The victory of online information and the death of printed newspapers has for long been a stylistic exercise and a great amount of non-fulfilled prophecies have been made. In 2014, this debate will continue with great emphasis because, if on the one hand, the NYT accelerates on the Web by adopting native advertising (a choice that had already been made by WSJ, Forbes, Time and all the major social networks), on the other hand Newsweek is about to go back to the printed version, taking a step back from the momentous decision it had made in October 2012 to leave the newsstands.

The importance of coming second, a talent that was celebrated by the innovator Enrico Fermi, is increasingly becoming a virtue, especially for people living in the Old Continent, who can learn the lessons coming from the States, where the debate is not limited to digital-print, but regards business models and quality of contents. Two topics that should also (greatly) interest the information that is “made in Italy”.

The sale of Italian newspapers collapsed in 2013: La Repubblica lost 51,000 copies, Il Corriere della Sera 40,000, La Stampa 27,000, La Gazzetta dello Sport 42,000, Il Corriere dello Sport 36,000, Il Messaggero 33,000 and so on. Agreeing on the obvious, that is, that printed media are undergoing an irreversible decline due to the online press, is even too simple and does not focus on the problem. According to the ISTAT, in 2013 the access of Italian families to the Internet kept growing (60.7% compared with 55.5% in 2012) and the use of tablets and smartphones has increased to dodge the shortcomings of the broadband. But the digital growth in Italy is mainly caused by those who have stopped reading newspapers since long or have never read them, namely 30-year old people and teenagers. In other words, the precept “more Internet, less newsstands” simplifies a problem that involves not only printed media, but also television and on line press.

Is it still true that “content is the king”? This is the tedious question that the Web’s cannibalistic instinct asks information tout court, be it online, printed or TV. After years of maquillage, little tricks and buffer solutions, in 2013 the major Italian media have started to answer this question on the Web, and the hope is that they will have reservations about the editions in the newsstands without throwing them in the bin.  When the website of La Stampa, which lost its domain suffix .it,  announced that the editorial staff is no longer divided into online and printed, it started to provide a reply, just like the medialab created by Marco Bardazzi and named by Mario Calabresi. The new version of repubblica.it, which tries to free itself from the tyranny of clicking on the right hand side column (the one with the photo gallery) is another example. And RAI is also making an effort by publishing its new online information portal presenting it with the ambitious slogan: “These news don’t end up on the Web, they are born there”.

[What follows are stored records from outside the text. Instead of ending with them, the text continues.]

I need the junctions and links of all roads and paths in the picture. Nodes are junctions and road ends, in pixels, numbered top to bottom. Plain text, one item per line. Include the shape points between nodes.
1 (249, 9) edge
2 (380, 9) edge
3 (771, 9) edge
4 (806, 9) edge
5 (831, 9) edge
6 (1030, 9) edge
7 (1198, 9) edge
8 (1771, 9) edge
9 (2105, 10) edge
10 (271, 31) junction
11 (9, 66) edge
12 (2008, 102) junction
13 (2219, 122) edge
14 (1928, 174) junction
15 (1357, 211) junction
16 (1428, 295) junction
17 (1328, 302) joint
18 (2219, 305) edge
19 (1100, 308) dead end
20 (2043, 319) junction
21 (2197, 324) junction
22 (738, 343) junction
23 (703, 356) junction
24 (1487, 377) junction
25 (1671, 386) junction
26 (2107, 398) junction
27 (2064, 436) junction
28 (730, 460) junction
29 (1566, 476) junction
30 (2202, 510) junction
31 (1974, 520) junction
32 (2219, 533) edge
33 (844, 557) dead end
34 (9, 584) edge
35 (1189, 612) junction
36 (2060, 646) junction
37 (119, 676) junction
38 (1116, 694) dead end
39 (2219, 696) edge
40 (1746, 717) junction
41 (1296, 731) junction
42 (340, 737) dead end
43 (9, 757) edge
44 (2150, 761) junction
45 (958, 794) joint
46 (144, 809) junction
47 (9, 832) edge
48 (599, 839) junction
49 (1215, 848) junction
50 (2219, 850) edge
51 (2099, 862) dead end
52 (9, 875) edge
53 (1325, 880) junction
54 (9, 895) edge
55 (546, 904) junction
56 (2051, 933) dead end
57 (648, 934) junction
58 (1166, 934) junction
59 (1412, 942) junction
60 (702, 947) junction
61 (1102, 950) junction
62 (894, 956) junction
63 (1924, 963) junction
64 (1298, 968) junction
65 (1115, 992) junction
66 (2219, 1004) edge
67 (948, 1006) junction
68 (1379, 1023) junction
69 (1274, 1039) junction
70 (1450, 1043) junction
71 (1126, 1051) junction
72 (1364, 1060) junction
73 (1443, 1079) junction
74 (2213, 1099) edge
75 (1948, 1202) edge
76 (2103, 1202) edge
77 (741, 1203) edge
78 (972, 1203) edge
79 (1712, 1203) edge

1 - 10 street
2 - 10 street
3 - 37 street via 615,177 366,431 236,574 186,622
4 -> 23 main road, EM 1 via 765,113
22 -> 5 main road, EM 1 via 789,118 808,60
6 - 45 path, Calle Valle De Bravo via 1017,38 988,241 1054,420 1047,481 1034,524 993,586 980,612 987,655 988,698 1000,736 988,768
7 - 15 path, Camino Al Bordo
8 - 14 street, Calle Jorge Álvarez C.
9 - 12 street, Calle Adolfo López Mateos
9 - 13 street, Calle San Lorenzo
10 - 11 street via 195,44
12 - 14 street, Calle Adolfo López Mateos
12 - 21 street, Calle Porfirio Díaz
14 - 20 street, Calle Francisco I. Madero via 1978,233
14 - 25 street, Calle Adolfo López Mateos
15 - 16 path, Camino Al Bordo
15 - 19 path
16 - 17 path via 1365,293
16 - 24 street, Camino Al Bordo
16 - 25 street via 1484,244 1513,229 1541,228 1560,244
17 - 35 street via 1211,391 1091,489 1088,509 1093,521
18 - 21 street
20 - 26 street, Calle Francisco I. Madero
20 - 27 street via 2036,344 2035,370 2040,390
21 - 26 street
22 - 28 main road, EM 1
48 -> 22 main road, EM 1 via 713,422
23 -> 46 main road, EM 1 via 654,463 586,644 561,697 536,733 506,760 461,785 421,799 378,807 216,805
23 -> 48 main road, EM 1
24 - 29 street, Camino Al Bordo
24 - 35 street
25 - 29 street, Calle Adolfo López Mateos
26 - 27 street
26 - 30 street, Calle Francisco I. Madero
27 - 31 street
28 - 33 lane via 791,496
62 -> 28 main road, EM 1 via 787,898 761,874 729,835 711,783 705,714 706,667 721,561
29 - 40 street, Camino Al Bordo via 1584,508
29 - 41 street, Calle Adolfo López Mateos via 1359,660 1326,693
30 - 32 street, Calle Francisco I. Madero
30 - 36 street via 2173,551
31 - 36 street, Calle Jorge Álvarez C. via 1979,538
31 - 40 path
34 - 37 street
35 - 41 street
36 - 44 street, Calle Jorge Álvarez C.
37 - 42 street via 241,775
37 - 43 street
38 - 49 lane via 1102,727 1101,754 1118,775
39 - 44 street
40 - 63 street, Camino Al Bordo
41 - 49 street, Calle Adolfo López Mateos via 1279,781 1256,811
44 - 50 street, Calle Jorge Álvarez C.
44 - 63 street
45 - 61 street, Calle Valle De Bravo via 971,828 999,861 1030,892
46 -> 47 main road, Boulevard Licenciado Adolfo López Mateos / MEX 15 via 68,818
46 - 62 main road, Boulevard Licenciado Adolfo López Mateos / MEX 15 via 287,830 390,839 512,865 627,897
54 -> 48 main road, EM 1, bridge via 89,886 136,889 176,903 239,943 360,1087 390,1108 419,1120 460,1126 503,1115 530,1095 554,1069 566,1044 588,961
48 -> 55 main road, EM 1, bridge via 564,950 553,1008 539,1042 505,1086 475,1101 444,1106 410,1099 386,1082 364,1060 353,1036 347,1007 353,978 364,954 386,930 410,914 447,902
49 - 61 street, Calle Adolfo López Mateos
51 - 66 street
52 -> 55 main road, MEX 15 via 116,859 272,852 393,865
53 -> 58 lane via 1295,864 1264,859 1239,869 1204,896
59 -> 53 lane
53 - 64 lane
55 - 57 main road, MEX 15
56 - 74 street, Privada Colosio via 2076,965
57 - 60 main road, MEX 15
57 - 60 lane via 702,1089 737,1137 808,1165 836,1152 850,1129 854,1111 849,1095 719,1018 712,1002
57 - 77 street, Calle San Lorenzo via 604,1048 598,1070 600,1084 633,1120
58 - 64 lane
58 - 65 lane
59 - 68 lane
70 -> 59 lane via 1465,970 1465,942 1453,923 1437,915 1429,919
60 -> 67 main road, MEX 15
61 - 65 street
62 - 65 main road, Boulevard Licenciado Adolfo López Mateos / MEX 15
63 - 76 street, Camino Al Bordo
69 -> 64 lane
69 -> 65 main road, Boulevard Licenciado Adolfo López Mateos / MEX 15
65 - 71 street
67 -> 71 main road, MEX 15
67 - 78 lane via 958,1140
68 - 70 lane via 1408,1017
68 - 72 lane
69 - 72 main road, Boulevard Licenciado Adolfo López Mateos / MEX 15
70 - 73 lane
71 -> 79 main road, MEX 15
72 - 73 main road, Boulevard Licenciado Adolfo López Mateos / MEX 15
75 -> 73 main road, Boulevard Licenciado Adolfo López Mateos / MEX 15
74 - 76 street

New year, new life? Considering the signs in 2013, for 2014 there is hope (at least for what is taking place on the Web). And before hoping that the vexata questio news-advertising will be solved, let’s hope that information will improve, both printed and online. The question “Which newspapers will close down in 2014?” will be answered in due time. But certainly, if content doesn’t become the king once again, they will inevitably close down. And some of the media, both online and in the newsstands, have already shut down without realising it.